Pan Samochodzik, to detektyw - amator, który w ramach swoich wakacyjnych urlopów jeździ najczęściej po Polsce i szuka skarbów zaginionych podczas II Wojny Światowej. raz jest to kolekcja monet, raz cenne dewocjonalia, raz pamiętnik hitlerowskiego zbrodniarza, a innym razem legendarna Bursztynowa Komnata. Wszystkie książki o PS są pełne starych pałaców, dworów, parków, tajemniczych przejść i znaków na murach.
A wszystko to ubrane w piękne opisy przyrody. Oczywiście można się czepić zbytniego moralizowania, pro PRL-owskiego wydźwięku tekstu, czy osoby samego autora mającego na koncie też książki dla dorosłych (wiedzieliście o tym? ;). Ale to drobiazgi, które ja pomijam. Seria o PS stałą się dla mnie inspiracją już od dzieciństwa, kiedy podczas wyjazdów pod namiot z rodzicami zaczęłam zabawę w Pana Samochodzika. Polegało to mniej więcej na tym, ze wyobrażałam sobie iż też jestem takim poszukiwaczem skarbów i tak w każdym odwiedzanym kościele szukałam tajemnych przejść, znaków (to po PS i Templariuszach), szachownic (to po książce PS i Księga Strachów), w parkach doszukiwałam się również tajemnych skrytek, wejść do podziemi, grobowców ( tu "winny" przede wszystkim "PS i Straszny Dwór). zwrócicie uwagę na duże okna na dole,to niegdysiejsza oranżeria !!! |
Takich miejsc jest w Polsce nadal pełno.

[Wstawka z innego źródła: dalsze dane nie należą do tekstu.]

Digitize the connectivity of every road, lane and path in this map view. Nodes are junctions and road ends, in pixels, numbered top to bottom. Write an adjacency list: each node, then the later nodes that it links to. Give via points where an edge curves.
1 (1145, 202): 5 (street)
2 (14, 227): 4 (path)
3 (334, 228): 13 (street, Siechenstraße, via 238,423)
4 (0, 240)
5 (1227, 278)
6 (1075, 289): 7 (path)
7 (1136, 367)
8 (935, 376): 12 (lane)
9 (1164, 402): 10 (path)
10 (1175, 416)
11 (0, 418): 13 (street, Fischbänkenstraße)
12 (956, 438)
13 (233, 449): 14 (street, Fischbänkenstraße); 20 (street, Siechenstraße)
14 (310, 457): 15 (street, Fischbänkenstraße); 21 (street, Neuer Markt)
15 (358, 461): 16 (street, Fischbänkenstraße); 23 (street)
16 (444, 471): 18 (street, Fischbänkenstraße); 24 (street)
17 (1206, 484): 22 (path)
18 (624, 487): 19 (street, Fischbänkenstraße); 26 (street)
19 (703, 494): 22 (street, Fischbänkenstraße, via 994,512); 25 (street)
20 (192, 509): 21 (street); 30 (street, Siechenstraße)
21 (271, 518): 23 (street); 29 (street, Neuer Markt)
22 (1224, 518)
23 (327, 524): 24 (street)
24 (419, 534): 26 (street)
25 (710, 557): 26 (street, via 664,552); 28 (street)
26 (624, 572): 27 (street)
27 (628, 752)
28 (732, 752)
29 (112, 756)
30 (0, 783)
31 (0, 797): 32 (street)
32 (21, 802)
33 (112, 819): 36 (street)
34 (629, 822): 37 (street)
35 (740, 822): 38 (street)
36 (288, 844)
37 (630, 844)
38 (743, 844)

Często kiedyś byly to siedziby PGR-ów, spółdzielni, szkól, przedszkoli, bibliotek, albo od czasu odejścia właścicieli, nie miały żadnego przeznaczenia, tylko stały i niszczały. Czasem widać na ścianach jeszcze oryginalny kolor ścian w sypialni hrabiny, albo w bawialni, czasem fragmenty schodów, czy oryginalnej sztukaterii. Są, takie skarby na wyciągnięcie ręki. Chociażby taki Dolny Śląsk, Pomorze, Mazury... (zwłaszcza poniemieckie obiekty zamurowuja rozmachem, ale i skalą zniszczenia) Ale wszędzie coś takiego się wyłuska. Można przeżyć wspaniałą przygodę (nie jedną) parę km od domu na rowerowej wycieczce! Można też zabrać namiot w auto i ... na weekend, kilka choćby dni zostać Panem Samochodzikiem! Zapewniam, ze jak ktoś zacznie to nie wciągnie się na max.
Podaję także linka do strony obiektu http://www.palacborkowice.pl/
Akurat Borkowice mają właściciela, który jednak nie jest w stanie podołać finansowo resteuracji pałacu i parku. A obiekt jest świetny, z atmosferą gęsioskórkową. Pałac i park to zapyziałe, ale perełki. I w tym cały ich urok.